I won’t be bluffing if I say that some people do not know precisely what it means to spend money wisely. It’s a bit complex; a wise spending for Mr A could be a foolish spending for Mr B.  

The reality is that everybody appears to be familiar with these financial nuggets; only the determined put these nuggets into practice. And that is where the problem lies. 

As a fact, the earlier you start developing the habit of implementing specific financial hacks the better. In other words, most people fail to build the right financial habits early and find it harder to change those habits over time.

I wouldn’t want to bore you with lots of ways on how to start spending money wisely, just follow these three steps outlined below.

Spend less than you earn

This is more like a cliché, you have heard this lot of times, but you haven’t done anything about it. As far as wealth creation is concerned this is one of the steps that must be taken.
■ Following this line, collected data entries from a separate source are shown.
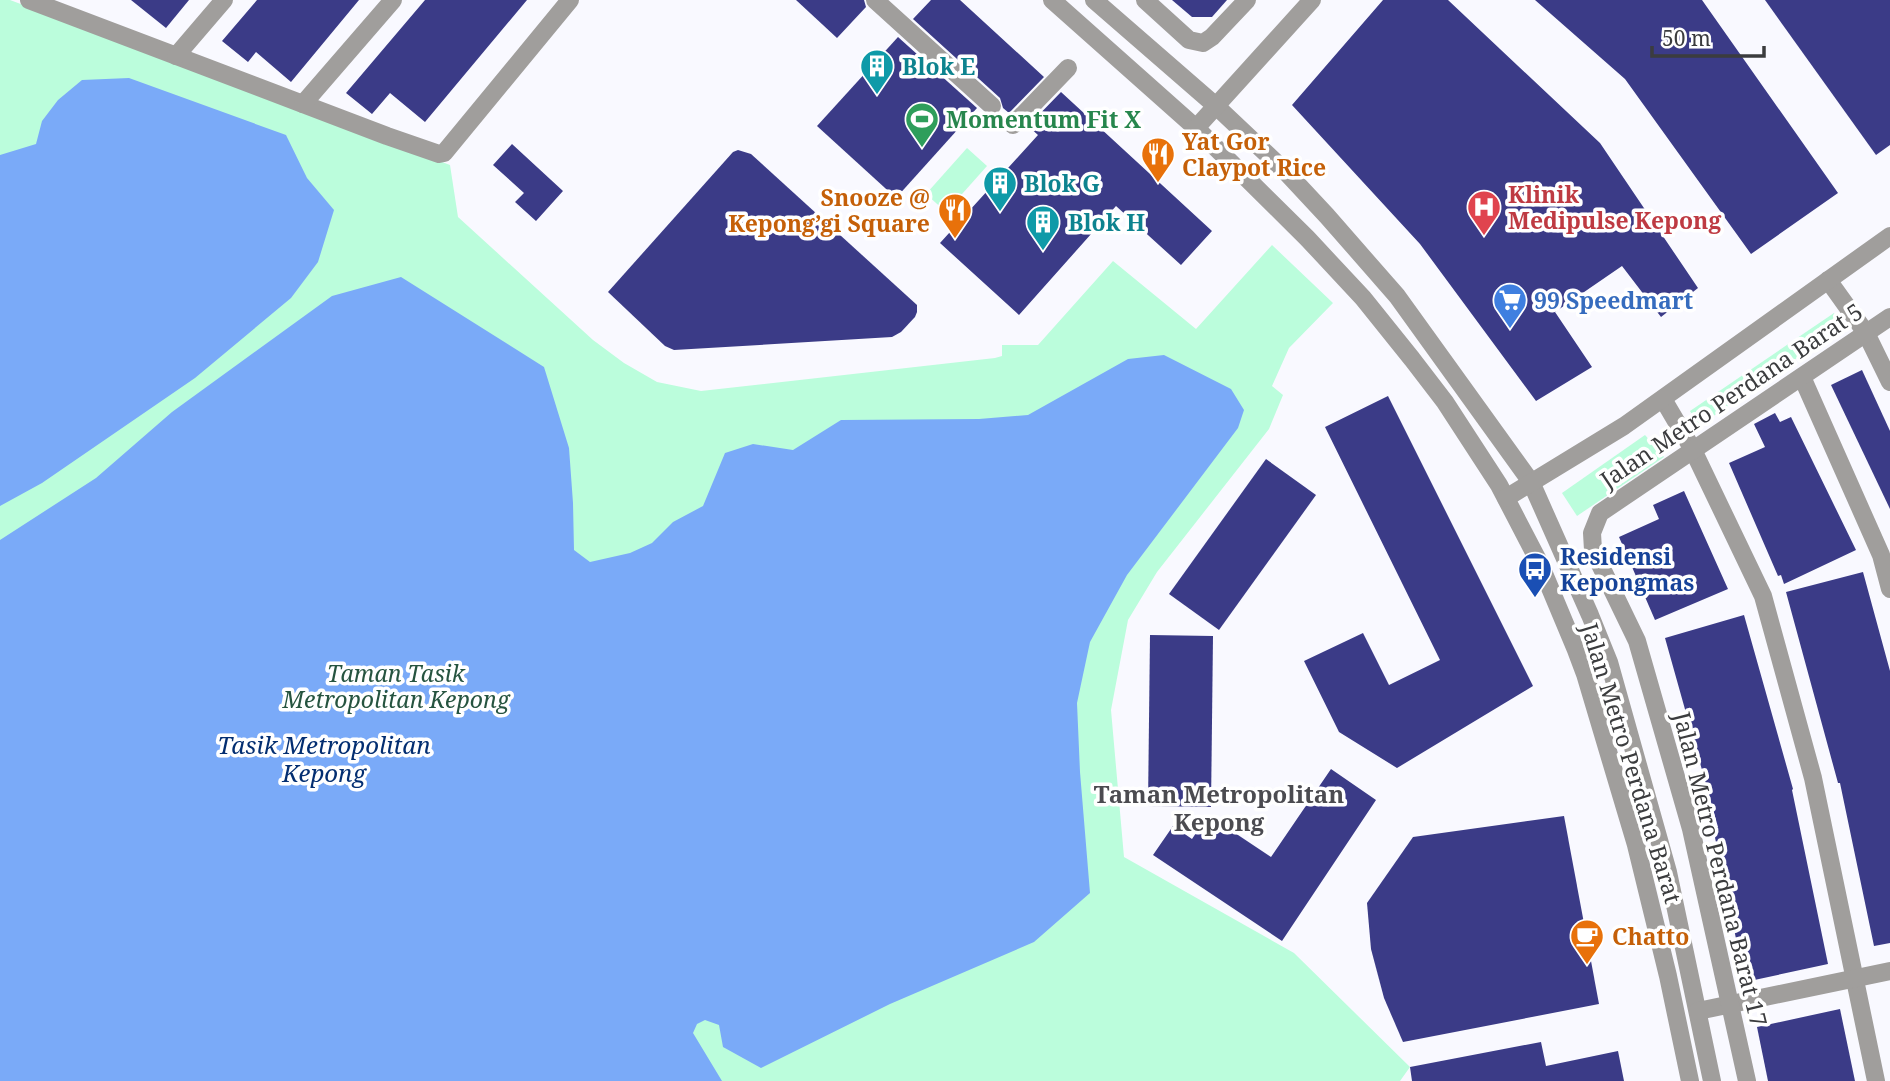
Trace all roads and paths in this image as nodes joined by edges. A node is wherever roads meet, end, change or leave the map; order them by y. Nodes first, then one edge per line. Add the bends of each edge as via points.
1 (29, 0) edge
2 (224, 0) edge
3 (393, 0) edge
4 (570, 0) edge
5 (875, 0) edge
6 (1052, 0) edge
7 (1094, 0) edge
8 (1145, 0) edge
9 (1247, 0) edge
10 (1312, 0) edge
11 (51, 4) edge
12 (176, 56) junction
13 (1068, 68) dead end
14 (303, 104) junction
15 (992, 106) dead end
16 (1216, 106) junction
17 (1013, 125) dead end
18 (1196, 128) junction
19 (1890, 236) edge
20 (1828, 280) junction
21 (1890, 317) edge
22 (1866, 333) junction
23 (1802, 377) junction
24 (1890, 382) edge
25 (1663, 399) junction
26 (1693, 450) junction
27 (1531, 482) junction
28 (1506, 498) junction
29 (1600, 513) joint
30 (1890, 589) edge
31 (1890, 971) edge
32 (1855, 979) junction
33 (1730, 1005) junction
34 (1698, 1011) junction
35 (1690, 1081) edge
36 (1712, 1081) edge
37 (1747, 1081) edge
38 (1876, 1081) edge

1 - 11 street
2 - 12 street
3 - 14 street
4 - 14 street via 444,153
5 - 15 street
6 - 18 street, Jalan Metro Perdana Barat
7 - 16 street, Jalan Metro Perdana Barat
8 - 9 street via 1189,40 1203,43
10 - 16 street
11 - 12 street
12 - 14 street
13 - 17 street
16 - 18 street
16 - 27 street, Jalan Metro Perdana Barat via 1286,172 1397,296
18 - 28 street, Jalan Metro Perdana Barat via 1363,298 1445,402
19 - 20 street
20 - 22 street
20 - 25 street
21 - 22 street, Jalan Metro Perdana Barat 5
22 - 23 street, Jalan Metro Perdana Barat 5
22 - 24 street
23 - 26 street, Jalan Metro Perdana Barat 5
23 - 30 street via 1881,555
25 - 26 street
25 - 27 street
26 - 29 street, Jalan Metro Perdana Barat 5
26 - 32 street via 1763,596 1813,778
27 - 28 street
27 - 34 street, Jalan Metro Perdana Barat via 1609,662 1668,872
28 - 35 street, Jalan Metro Perdana Barat via 1540,564 1585,674 1636,845
29 - 33 street, Jalan Metro Perdana Barat 17 via 1592,533 1593,550 1636,641 1691,829
31 - 32 street
32 - 33 street
32 - 38 street
33 - 34 street
33 - 37 street, Jalan Metro Perdana Barat 17
34 - 36 street, Jalan Metro Perdana Barat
If you are the type that keeps spending seems obvious, but you’ll be shocked at how few people master this habit.

If you’ve already got this down, push yourself to spend only 70% of what you earn and put 30% of your money to work for you. The trick is, the more you earn, the lower you should spend as a percentage of your salary.

Plan for the worst-case scenario

Money is just like a visitor, it comes, and it goes especially if you do not thrive to keep it. Most people are always thrown carried away when things are getting all fine because money is available. It is very imperative to plan for the worst scenario.

Assuming you lose your job or your primary income stream, what would be your next line of action?  There should a support system when these things happen.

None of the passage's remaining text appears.